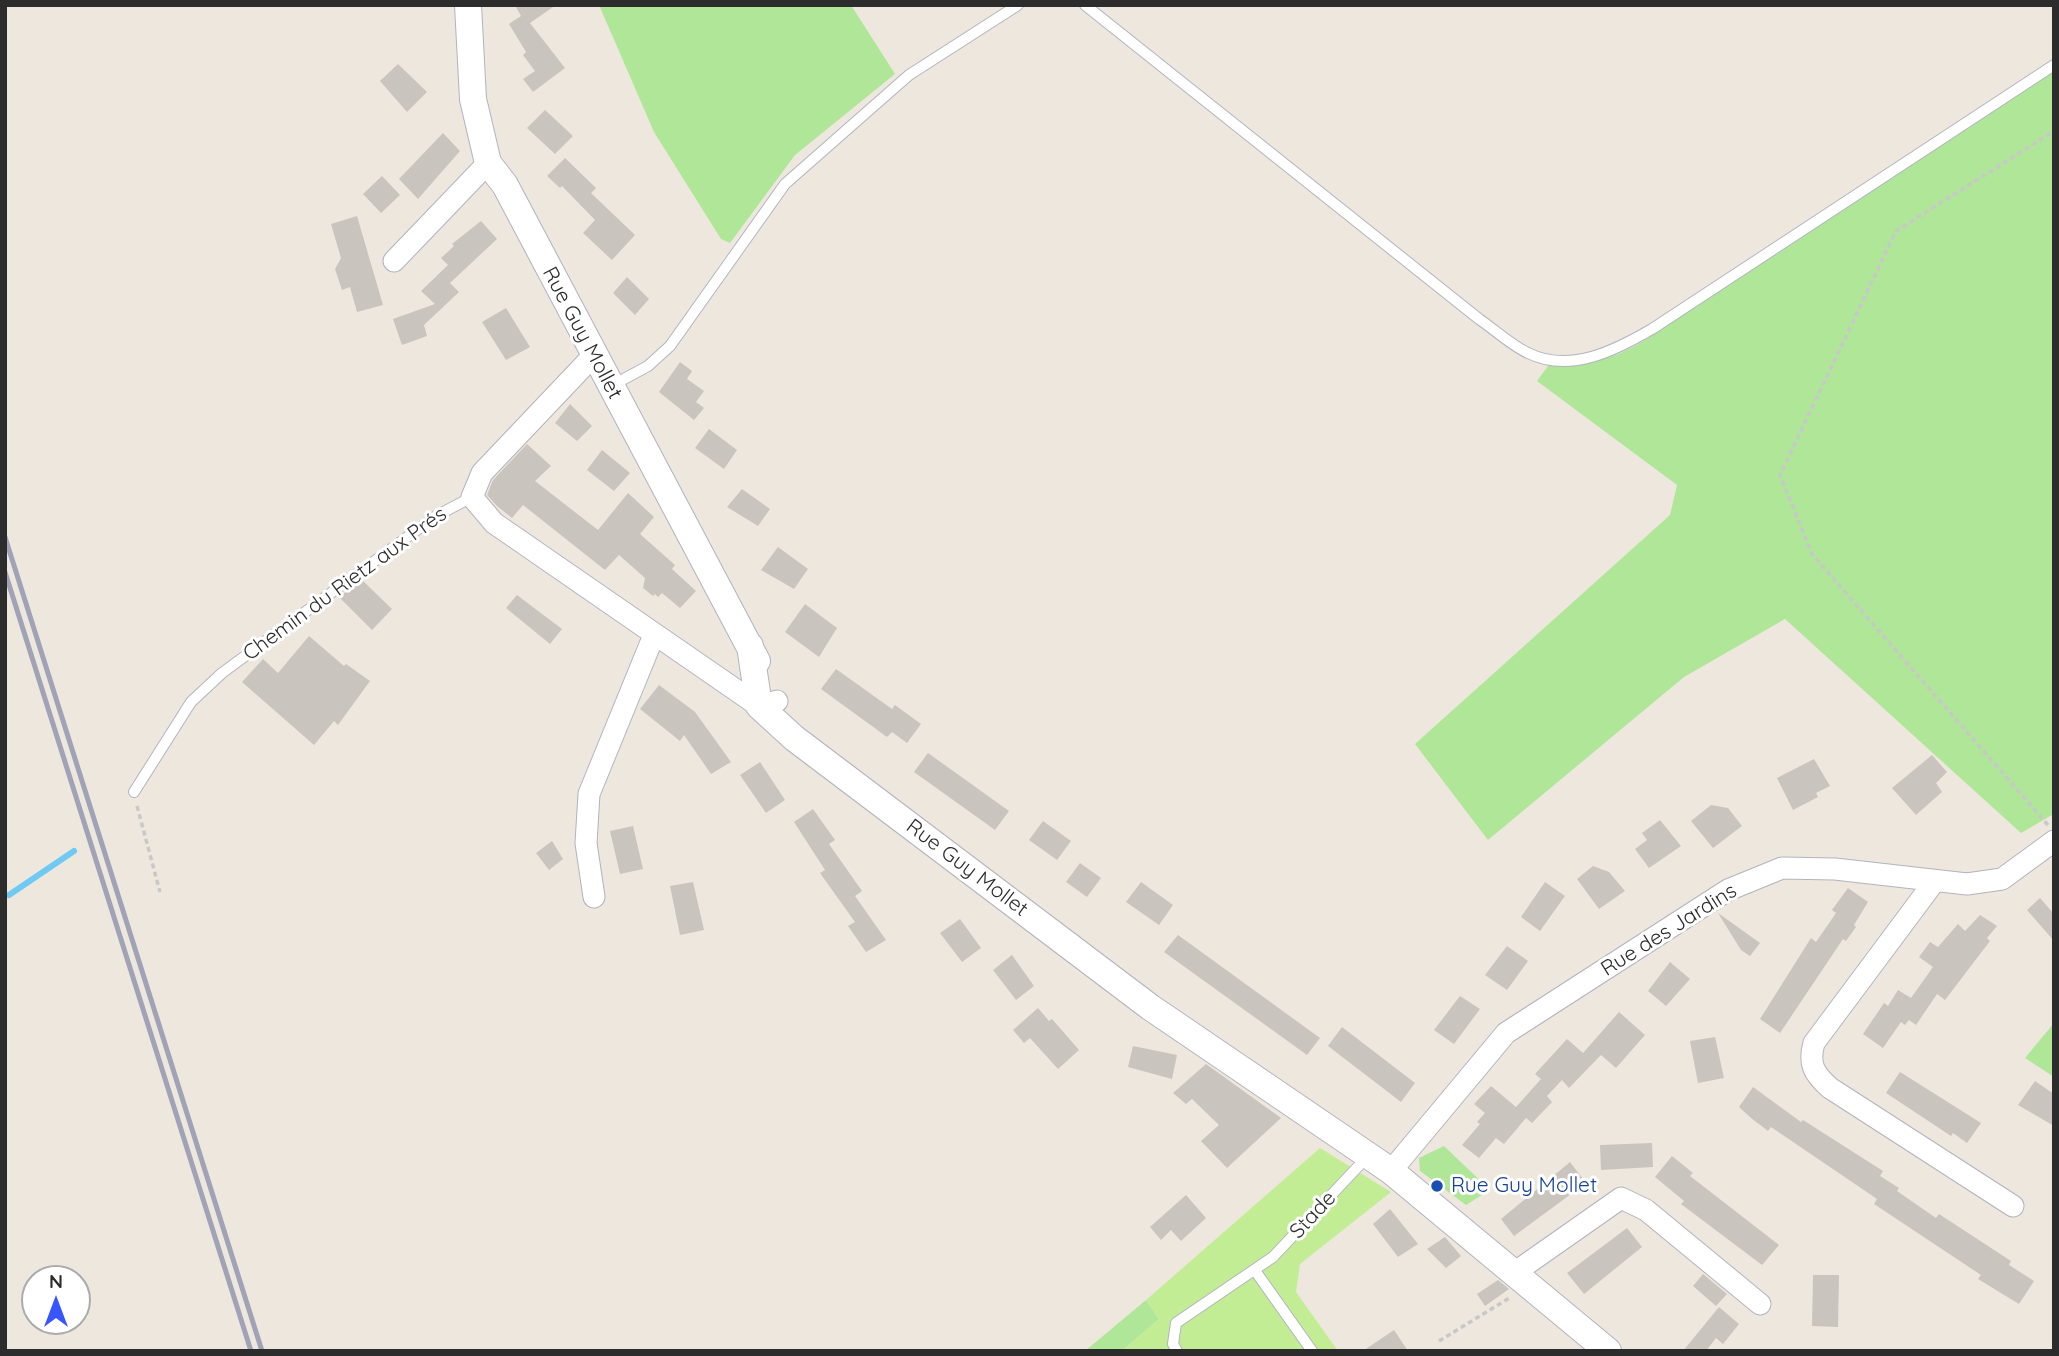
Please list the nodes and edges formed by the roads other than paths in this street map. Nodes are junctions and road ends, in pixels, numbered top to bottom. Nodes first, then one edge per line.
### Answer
1 (468, 5) edge
2 (1018, 5) edge
3 (1085, 5) edge
4 (2054, 65) edge
5 (488, 163) junction
6 (394, 261) dead end
7 (594, 355) junction
8 (611, 386) junction
9 (472, 497) junction
10 (654, 635) junction
11 (768, 704) junction
12 (134, 792) road end
13 (2054, 841) edge
14 (1934, 881) junction
15 (594, 897) dead end
16 (1368, 1156) junction
17 (1391, 1171) junction
18 (2013, 1206) dead end
19 (1256, 1272) junction
20 (1522, 1279) junction
21 (1760, 1304) dead end
22 (1607, 1350) edge
23 (1177, 1351) edge
24 (1312, 1351) edge

1 - 5 street, Rue Guy Mollet
2 - 8 lane
3 - 4 lane
5 - 6 street
5 - 7 street, Rue Guy Mollet
7 - 8 street, Rue Guy Mollet
7 - 9 street, Chemin du Rietz aux Prés
8 - 11 street, Rue Guy Mollet
9 - 10 street
9 - 12 lane, Chemin du Rietz aux Prés
10 - 11 street
10 - 15 street
11 - 16 street, Rue Guy Mollet
13 - 14 street, Rue des Jardins
14 - 17 street, Rue des Jardins
14 - 18 street
16 - 17 street, Rue Guy Mollet
16 - 19 lane, Stade
17 - 20 street, Rue Guy Mollet
19 - 23 lane, Stade
19 - 24 lane
20 - 21 street
20 - 22 street, Rue Guy Mollet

——————

▶ Activity: The expected output is every line of the data, unchanged, with the pictures skipped.

▶ Task response:
Please list the nodes and edges formed by the roads other than paths in this street map. Nodes are junctions and road ends, in pixels, numbered top to bottom. Nodes first, then one edge per line.
### Answer
1 (468, 5) edge
2 (1018, 5) edge
3 (1085, 5) edge
4 (2054, 65) edge
5 (488, 163) junction
6 (394, 261) dead end
7 (594, 355) junction
8 (611, 386) junction
9 (472, 497) junction
10 (654, 635) junction
11 (768, 704) junction
12 (134, 792) road end
13 (2054, 841) edge
14 (1934, 881) junction
15 (594, 897) dead end
16 (1368, 1156) junction
17 (1391, 1171) junction
18 (2013, 1206) dead end
19 (1256, 1272) junction
20 (1522, 1279) junction
21 (1760, 1304) dead end
22 (1607, 1350) edge
23 (1177, 1351) edge
24 (1312, 1351) edge

1 - 5 street, Rue Guy Mollet
2 - 8 lane
3 - 4 lane
5 - 6 street
5 - 7 street, Rue Guy Mollet
7 - 8 street, Rue Guy Mollet
7 - 9 street, Chemin du Rietz aux Prés
8 - 11 street, Rue Guy Mollet
9 - 10 street
9 - 12 lane, Chemin du Rietz aux Prés
10 - 11 street
10 - 15 street
11 - 16 street, Rue Guy Mollet
13 - 14 street, Rue des Jardins
14 - 17 street, Rue des Jardins
14 - 18 street
16 - 17 street, Rue Guy Mollet
16 - 19 lane, Stade
17 - 20 street, Rue Guy Mollet
19 - 23 lane, Stade
19 - 24 lane
20 - 21 street
20 - 22 street, Rue Guy Mollet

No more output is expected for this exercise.